Celles et ceux qui étaient présents, veulent réfléchir et construire en s’appuyant sur les acquis d’une Internationale militante qui a la volonté de bâtir des rassemblements politiques au cœur de tous les combats sociaux. Notre Internationale rassemble aujourd’hui 55 sections et organisations sympathisantes dans 40 pays, regroupant au total plus de 13 000 militant·e·s [1].
Ce congrès est revenu sur une situation marquée par les explosions révolutionnaires de la région arabe, les expériences des gouvernements populaires d’Amérique latine, les flambées des Indignados, d’Occupy et de Nuit Debout, la résistance du peuple grec aux injonctions de la Troïka, les mobilisations féministes massives contre les violences, les viols et les féminicides, pour imposer les droits des femmes. Mais il était aussi marqué par les gouvernements de Trump, Poutine, Erdogan, Netanyahou et Duterte, la dérive réactionnaire de nombre de gouvernements en Europe. L’ensemble de ces éléments politiques se déroule dans un contexte de crise prolongée d’un système capitaliste accumulant crises financières, crise écologique, crises sociales et politiques.

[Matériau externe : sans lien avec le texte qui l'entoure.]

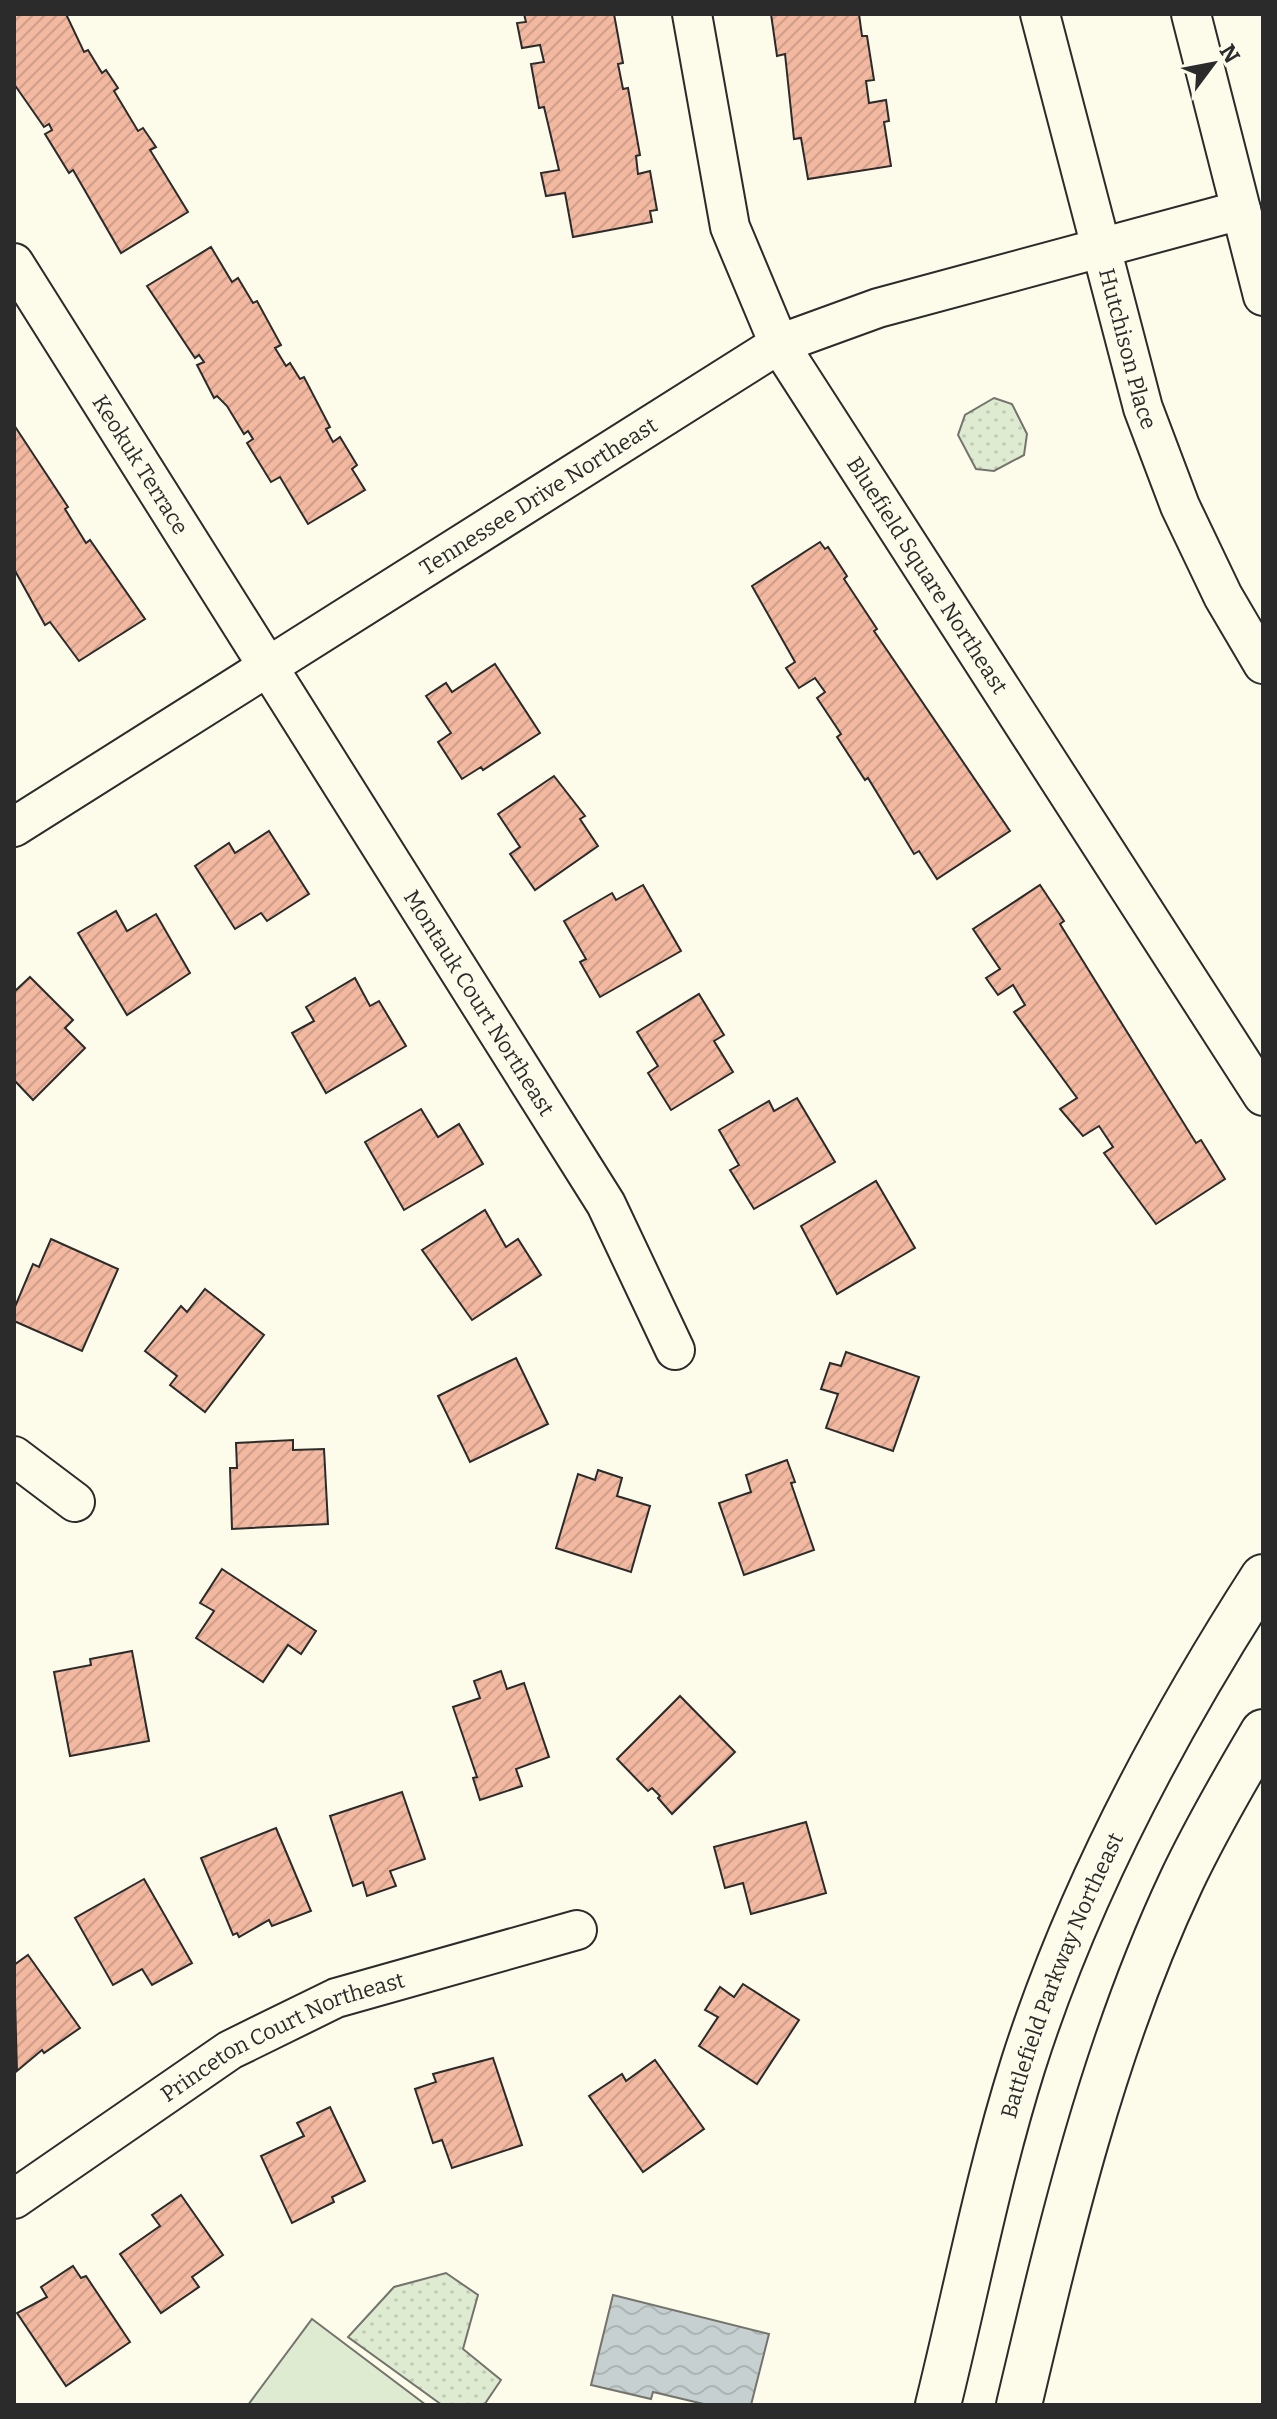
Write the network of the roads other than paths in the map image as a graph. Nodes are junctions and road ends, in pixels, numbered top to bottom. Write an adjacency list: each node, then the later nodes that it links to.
1 (692, 14): 8 (street, Bluefield Square Northeast)
2 (1040, 14): 5 (street, Hutchison Place)
3 (1191, 14): 4 (street)
4 (1241, 210): 5 (street, Tennessee Drive Northeast); 7 (street)
5 (1100, 250): 8 (street, Tennessee Drive Northeast); 9 (street, Hutchison Place)
6 (14, 263): 10 (street, Keokuk Terrace)
7 (1263, 296)
8 (779, 344): 10 (street, Tennessee Drive Northeast); 12 (street, Bluefield Square Northeast)
9 (1263, 664)
10 (267, 665): 11 (street, Tennessee Drive Northeast); 13 (street, Montauk Court Northeast)
11 (14, 827)
12 (1263, 1096)
13 (675, 1350)
14 (14, 1456): 15 (street)
15 (75, 1502)
16 (1263, 1577): 20 (main road, Battlefield Parkway Northeast)
17 (1263, 1732): 21 (main road)
18 (577, 1930): 19 (street, Princeton Court Northeast)
19 (14, 2199)
20 (938, 2405)
21 (1019, 2405)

Les mouvements populaires et révolutionnaires n’ont pas réussi dans cette période à contrer solidement les offensives réactionnaires et notamment les remises en cause des acquis sociaux obtenus dans les vieux pays industrialisés lors des décennies précédentes. Les montées révolutionnaires dans le monde arabe ont laissé place à des gouvernements réactionnaires et, en Bolivie, en Équateur et au Venezuela, les gouvernements populaires n’ont pas tenu leurs promesses de transformations économiques remettant en cause le système. L’offensive capitaliste menée contre le peuple grec a réussi à faire jouer au gouvernement Tsipras le rôle d’exécuteur des attaques de la Troïka. Enfin, tant en Europe qu’au Moyen-Orient et en Asie, des forces réactionnaires religieuses ont réussi à s’enraciner dans les couches populaires, y développant des campagnes violentes contre les femmes et les homosexuel·e·s.

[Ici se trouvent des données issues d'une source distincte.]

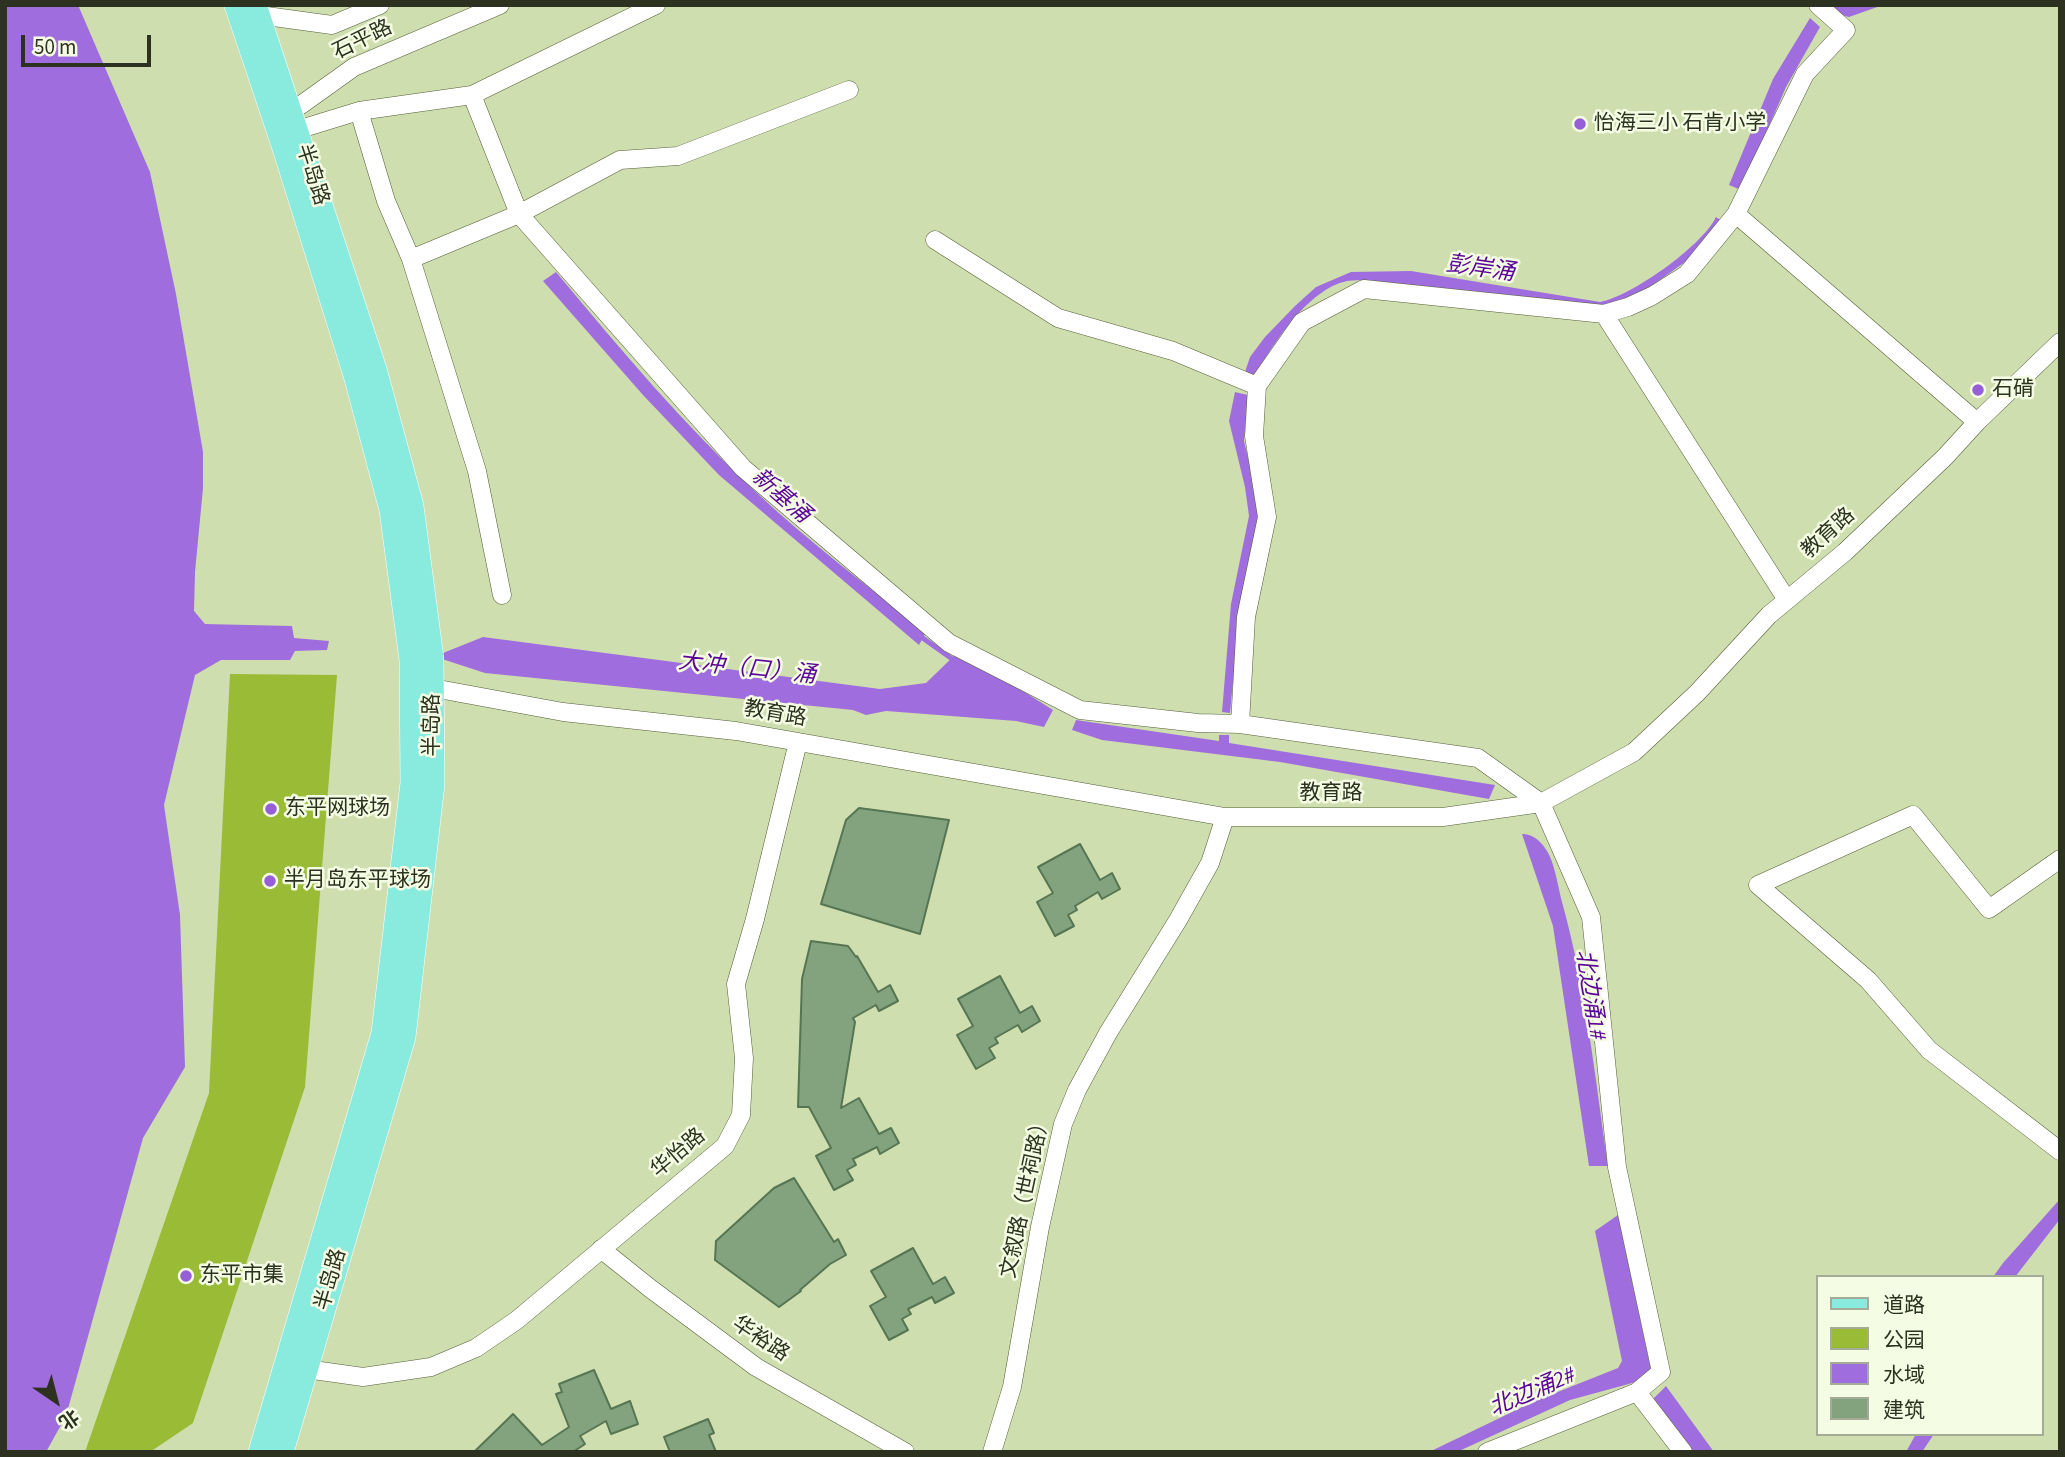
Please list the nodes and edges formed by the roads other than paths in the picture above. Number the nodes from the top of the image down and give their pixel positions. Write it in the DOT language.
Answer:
graph roads {
  1 [pos="236,5"];
  2 [pos="380,5"];
  3 [pos="500,5"];
  4 [pos="656,5"];
  5 [pos="1818,5"];
  6 [pos="257,10"];
  7 [pos="849,90"];
  8 [pos="472,95"];
  9 [pos="359,111"];
  10 [pos="294,121"];
  11 [pos="519,214"];
  12 [pos="1736,214"];
  13 [pos="935,240"];
  14 [pos="411,260"];
  15 [pos="1604,314"];
  16 [pos="2060,342"];
  17 [pos="1257,386"];
  18 [pos="1977,422"];
  19 [pos="502,595"];
  20 [pos="1787,600"];
  21 [pos="433,688"];
  22 [pos="1240,724"];
  23 [pos="798,742"];
  24 [pos="1541,803"];
  25 [pos="1225,817"];
  26 [pos="2060,859"];
  27 [pos="2060,1152"];
  28 [pos="601,1249"];
  29 [pos="306,1370"];
  30 [pos="1637,1392"];
  31 [pos="260,1452"];
  32 [pos="282,1452"];
  33 [pos="905,1452"];
  34 [pos="992,1452"];
  35 [pos="1487,1452"];
  36 [pos="1684,1452"];
  1 -- 31 [label="main road, 半岛路"];
  2 -- 6 [label="street, 石平路"];
  3 -- 10 [label="street, 石平路"];
  4 -- 8 [label="street"];
  5 -- 12 [label="street"];
  6 -- 10 [label="main road, 半岛路"];
  7 -- 11 [label="street"];
  8 -- 9 [label="street"];
  8 -- 11 [label="street"];
  9 -- 10 [label="street"];
  9 -- 14 [label="street"];
  10 -- 21 [label="main road, 半岛路"];
  11 -- 14 [label="street"];
  11 -- 22 [label="street"];
  12 -- 15 [label="street"];
  12 -- 18 [label="street"];
  13 -- 17 [label="street"];
  14 -- 19 [label="street"];
  15 -- 17 [label="street"];
  15 -- 20 [label="street"];
  16 -- 18 [label="street, 教育路"];
  17 -- 22 [label="street"];
  18 -- 20 [label="street, 教育路"];
  20 -- 24 [label="street, 教育路"];
  21 -- 23 [label="street, 教育路"];
  21 -- 29 [label="main road, 半岛路"];
  22 -- 24 [label="street"];
  23 -- 25 [label="street, 教育路"];
  23 -- 28 [label="street, 华怡路"];
  24 -- 25 [label="street, 教育路"];
  24 -- 30 [label="street"];
  25 -- 34 [label="street, 文叙路（世祠路）"];
  26 -- 27 [label="street"];
  28 -- 29 [label="street, 华怡路"];
  28 -- 33 [label="street, 华裕路"];
  29 -- 32 [label="main road, 半岛路"];
  30 -- 35 [label="street"];
  30 -- 36 [label="street"];
}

Les délégué·e·s manifestaient donc la volonté de se construire car les dernières années ont renforcé la nécessité de se regrouper pour agir dans un monde où les guerres, les violences, les attaques menées contre les travailleur·e·s et les opprimé·e·s ont pesé encore plus lourd faisant s’accroitre la nécessité de la solidarité, de la cohérence internationaliste, et aussi d’une orientation anticapitaliste et révolutionnaire prenant les problèmes à la racine.
Analyses de la situation
En premier lieu, eut lieu le débat sur la phase actuelle de la mondialisation capitaliste et l’analyse des puissances impérialistes, du chaos politique et de ses implications. Analyse des rapports de forces entre l’impérialisme américain qui, même affaibli, reste la principale puissance militaire, maîtresse des principaux leviers économiques, et la montée en puissance dynamique de la Chine qui mène une politique impérialiste grâce à sa présence militaire en mer de Chine et sa puissance d’investissement économique international. La grande majorité des délégué·e·s se retrouva d’accord avec ce cadre d’analyse. Des interventions soulignaient en même temps les résistances internes à la politique de l’administration Trump et la puissance des mobilisations des femmes et des ripostes aux violences racistes aux États-Unis. D’autres camarades témoignèrent de l’agressivité et de la présence croissante des capitaux chinois en Amérique latine et en Afrique mettant la main sur de vastes terres agricoles, mettant en péril les productions traditionnelles et les tissus sociaux. L’importante présence de camarades venu·e·s des pays d’Asie permettait de donner toutes les dimensions de cette situation sociale chaotique dans laquelle, néanmoins, notre Internationale développe de solides organisations, bien implantées dans les classes populaires, en particulier au Pakistan et aux Philippines.
L’Amérique et l’Europe étaient solidement représentées parmi les 180 militant·e·s qui ont participé aux débats de ce congrès. La présence de délégués de nos organisations du Maghreb et celle de camarades investi·e·s dans les tâches de solidarité internationaliste auront permis que la situation dans la région arabe soit présente dans nos débats, malgré l’absence de délégué·e·s du Moyen-Orient (mis à part la Turquie) et d’Afrique subsaharienne (mis à part l’Afrique du Sud), traduisant à la fois des difficultés réelles de venue en Europe mais aussi la faiblesse de nos forces.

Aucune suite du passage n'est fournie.